Tag Archives: crowdSOS

Incident Reporting on Wikipedia

Living in an urban environment, we witness everyday events or occurrences that may warrant an action or response but are not considered important enough to require such action. Such incidents could be a broken street lamp making the street dark and presumably unsafe, a leaking gas/water pipe, or even a wrongly parked car in a designated bike lane. We rarely respond to such ‘incidents’ unless it directly impacts us; most of the time we choose to walk past these ‘incident’. Contrast this to our response to cases that are deemed emergencies or one that lead to us calling ‘911’ emergency response services (112 in EU and Asia).

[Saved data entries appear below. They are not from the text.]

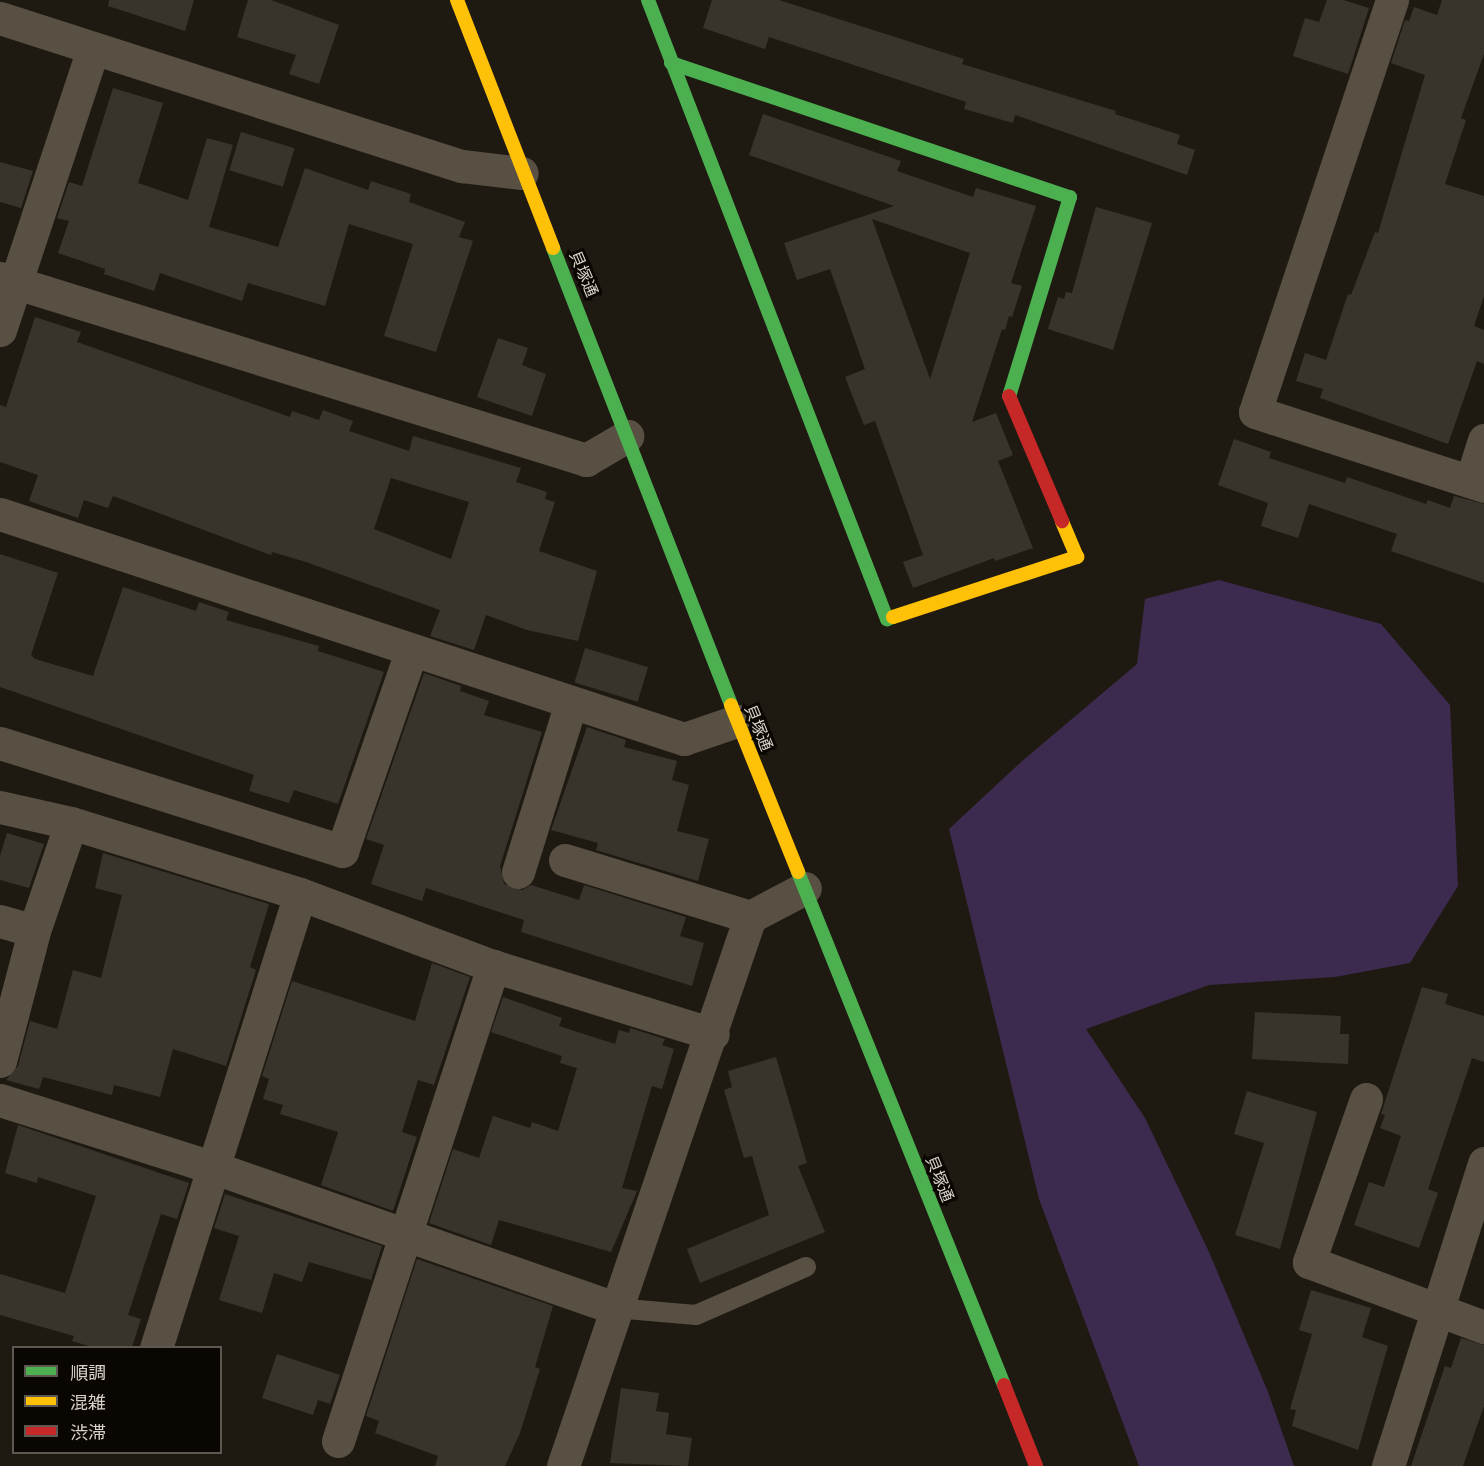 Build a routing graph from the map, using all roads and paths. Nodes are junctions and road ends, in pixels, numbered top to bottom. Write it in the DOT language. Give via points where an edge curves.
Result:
graph roads {
  1 [pos="457,0"];
  2 [pos="648,0"];
  3 [pos="1392,0"];
  4 [pos="0,18"];
  5 [pos="93,49"];
  6 [pos="671,63"];
  7 [pos="522,172"];
  8 [pos="7,281"];
  9 [pos="0,330"];
  10 [pos="627,436"];
  11 [pos="1484,440"];
  12 [pos="1477,484"];
  13 [pos="0,514"];
  14 [pos="411,652"];
  15 [pos="571,704"];
  16 [pos="737,722"];
  17 [pos="0,743"];
  18 [pos="0,807"];
  19 [pos="71,823"];
  20 [pos="565,860"];
  21 [pos="518,872"];
  22 [pos="805,888"];
  23 [pos="300,894"];
  24 [pos="750,917"];
  25 [pos="0,921"];
  26 [pos="34,931"];
  27 [pos="493,966"];
  28 [pos="713,1034"];
  29 [pos="0,1061"];
  30 [pos="1366,1099"];
  31 [pos="0,1100"];
  32 [pos="1484,1163"];
  33 [pos="215,1168"];
  34 [pos="404,1237"];
  35 [pos="806,1268"];
  36 [pos="615,1308"];
  37 [pos="1435,1311"];
  38 [pos="1484,1327"];
  39 [pos="156,1346"];
  40 [pos="338,1441"];
  41 [pos="563,1466"];
  42 [pos="1036,1466"];
  43 [pos="1388,1466"];
  1 -- 7 [label="street, 貝塚通"];
  2 -- 6 [label="street"];
  3 -- 12 [label="street" via="1255,412"];
  4 -- 5 [label="street"];
  5 -- 7 [label="street" via="462,166"];
  5 -- 8 [label="street"];
  6 -- 6 [label="street" via="1070,197 1008,393 1077,558 887,619"];
  7 -- 10 [label="street, 貝塚通"];
  8 -- 9 [label="street"];
  8 -- 10 [label="street" via="586,460"];
  10 -- 16 [label="street, 貝塚通"];
  11 -- 12 [label="street"];
  13 -- 14 [label="street"];
  14 -- 15 [label="street"];
  14 -- 17 [label="street" via="342,850"];
  15 -- 16 [label="street" via="684,740"];
  15 -- 21 [label="street"];
  16 -- 22 [label="street, 貝塚通"];
  18 -- 19 [label="street"];
  19 -- 23 [label="street"];
  19 -- 26 [label="street"];
  20 -- 24 [label="street"];
  22 -- 24 [label="street"];
  22 -- 42 [label="street, 貝塚通"];
  23 -- 27 [label="street"];
  23 -- 33 [label="street"];
  24 -- 28 [label="street"];
  25 -- 26 [label="street"];
  26 -- 29 [label="street"];
  27 -- 28 [label="street"];
  27 -- 34 [label="street"];
  28 -- 36 [label="street"];
  30 -- 37 [label="street" via="1309,1262"];
  31 -- 33 [label="street"];
  32 -- 37 [label="street"];
  33 -- 34 [label="street"];
  33 -- 39 [label="street"];
  34 -- 36 [label="street"];
  34 -- 40 [label="street"];
  35 -- 36 [label="lane" via="696,1315"];
  36 -- 41 [label="street"];
  37 -- 38 [label="street"];
  37 -- 43 [label="street"];
} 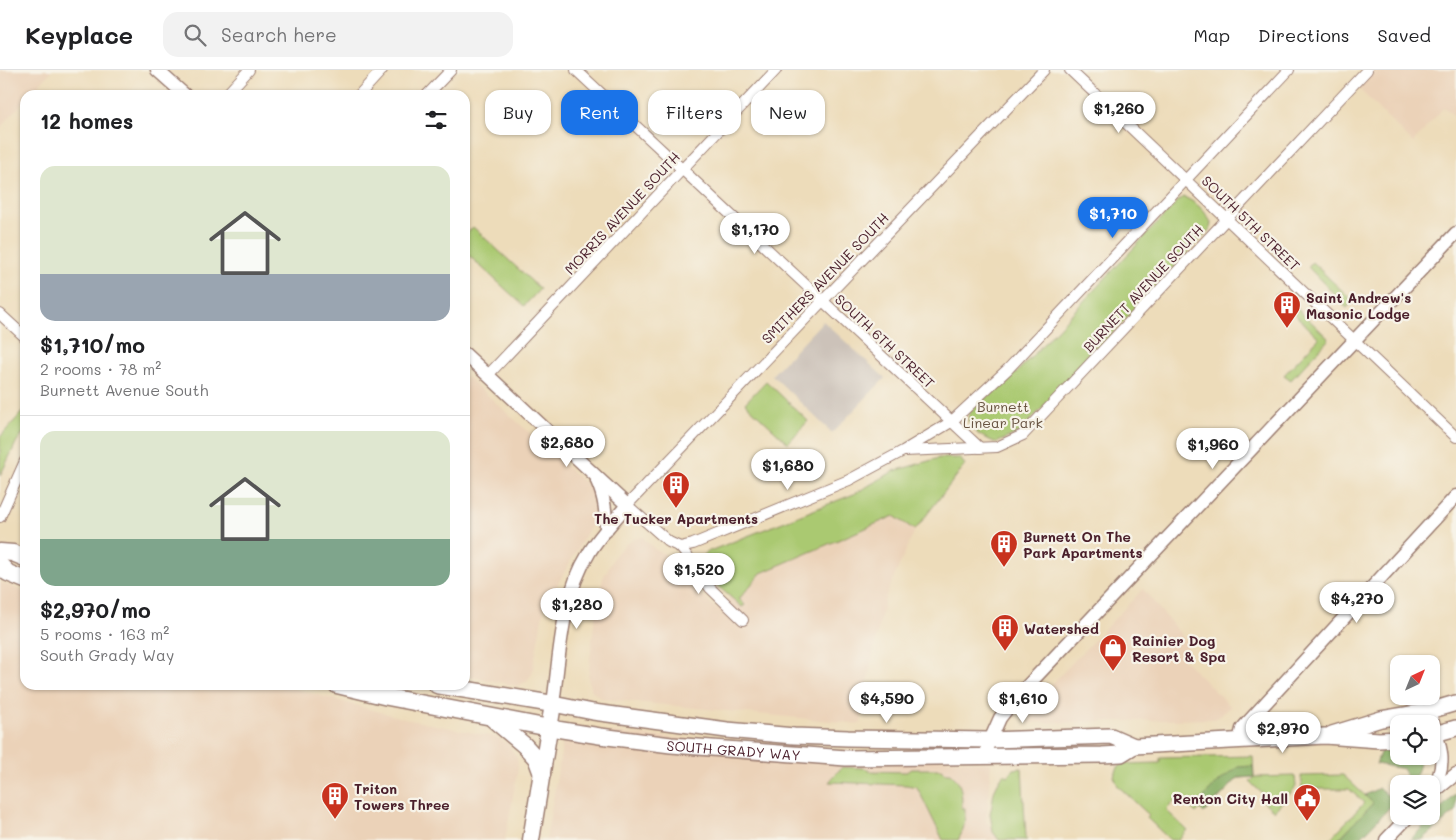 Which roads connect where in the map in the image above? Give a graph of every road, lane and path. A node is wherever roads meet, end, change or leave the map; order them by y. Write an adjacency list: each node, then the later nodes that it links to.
1 (157, 70): 11 (street)
2 (249, 70): 12 (street)
3 (382, 70): 13 (street)
4 (450, 70): 14 (street)
5 (576, 70): 15 (street, SOUTH 6TH STREET)
6 (776, 70): 15 (street, MORRIS AVENUE SOUTH)
7 (1044, 70): 19 (street, SMITHERS AVENUE SOUTH)
8 (1070, 70): 16 (street, SOUTH 5TH STREET)
9 (1288, 70): 16 (street, BURNETT AVENUE SOUTH)
10 (1367, 70): 17 (street, BURNETT AVENUE SOUTH)
11 (179, 90)
12 (231, 90)
13 (364, 90)
14 (432, 90)
15 (682, 169): 19 (street, SOUTH 6TH STREET); 24 (street, MORRIS AVENUE SOUTH)
16 (1186, 180): 17 (street, SOUTH 5TH STREET); 25 (street, BURNETT AVENUE SOUTH)
17 (1227, 219): 22 (street, SOUTH 5TH STREET); 27 (street, BURNETT AVENUE SOUTH)
18 (1456, 233): 22 (street)
19 (822, 300): 25 (street, SOUTH 6TH STREET); 32 (street, SMITHERS AVENUE SOUTH)
20 (0, 314): 21 (street)
21 (20, 332)
22 (1355, 340): 26 (street, SOUTH 5TH STREET); 55 (street)
23 (470, 359): 24 (street)
24 (488, 375): 30 (street)
25 (951, 422): 27 (street, SOUTH 6TH STREET); 28 (street, BURNETT AVENUE SOUTH)
26 (1456, 437)
27 (980, 448): 28 (street, BURNETT AVENUE SOUTH)
28 (903, 451): 35 (street, BURNETT AVENUE SOUTH)
29 (20, 472): 33 (street)
30 (594, 474): 32 (street); 34 (street)
31 (1456, 496): 56 (street)
32 (627, 505): 34 (street); 35 (street)
33 (0, 517)
34 (606, 531): 46 (street)
35 (680, 547): 42 (street)
36 (0, 552): 37 (main road)
37 (20, 556)
38 (0, 565): 39 (main road)
39 (20, 578)
40 (0, 583): 41 (main road)
41 (20, 584)
42 (743, 620)
43 (385, 690): 49 (main road, SOUTH GRADY WAY)
44 (467, 690): 46 (main road, SOUTH GRADY WAY)
45 (1456, 702): 47 (main road, SOUTH GRADY WAY)
46 (553, 704): 50 (main road); 55 (main road, SOUTH GRADY WAY)
47 (1429, 711): 48 (street); 53 (main road, SOUTH GRADY WAY)
48 (1430, 715)
49 (489, 716): 50 (main road, SOUTH GRADY WAY); 61 (main road)
50 (550, 728): 59 (main road, SOUTH GRADY WAY); 61 (main road)
51 (1456, 728): 52 (main road)
52 (1440, 733)
53 (1325, 736): 54 (main road, SOUTH GRADY WAY); 56 (main road, SOUTH GRADY WAY)
54 (1390, 739)
55 (990, 740): 57 (main road, SOUTH GRADY WAY); 59 (street)
56 (1239, 741): 57 (main road, SOUTH GRADY WAY)
57 (1134, 746): 59 (main road, SOUTH GRADY WAY)
58 (1440, 748): 62 (street)
59 (983, 756)
60 (1456, 774): 63 (street)
61 (542, 775): 65 (main road)
62 (1440, 775)
63 (1440, 786)
64 (1400, 825): 66 (street)
65 (531, 840)
66 (1386, 840)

Situations that require urgent emergency response are (thankfully) rare and should stay that way. However, the ‘low’ priority incidents occur almost daily and there are limited sources for citizens to report these incidents. When these incidents are not reported, they are not logged, and thus do not lead to a corrective action from responsible parties.

The field of ‘Incident Reporting’ is new but gathering momentum. Startups, non-profits, and community organizations are adopting technological tools to allow citizens to report these events and create data on them. Open source tools such as Ushahidi and FrontlineSMS have been adopted for incident reporting in Kenya, Malaysia, Egypt, and Pakistan. My work on crowdSOS also deals with building an incident reporting platform for citizen activism.

On Wikipedia, this concept of ‘Incident Reporting’ is present in the form of Confidential Incident Reporting and Incident Report.

  1. Confidential Incident Reporting article is specific to safety-critical fields where individuals are encouraged to report incidents in confidence to ensure constant vigilance – the talk page for the entry identifies this entry within the fields of Aviation, Railways, Medicine, and Transport. The current stub was entered in May 2014 and there has been limited talk or revision on the subject.
  2. Incident Report article refers to an accident report logged by medical staff for unplanned or unusual events at a medical facility. It is recorded by medical staff as an incident or accident report. The article was last updated in November 2010 and the talk page specifically calls out for expansion of the topic to include other relevant fields.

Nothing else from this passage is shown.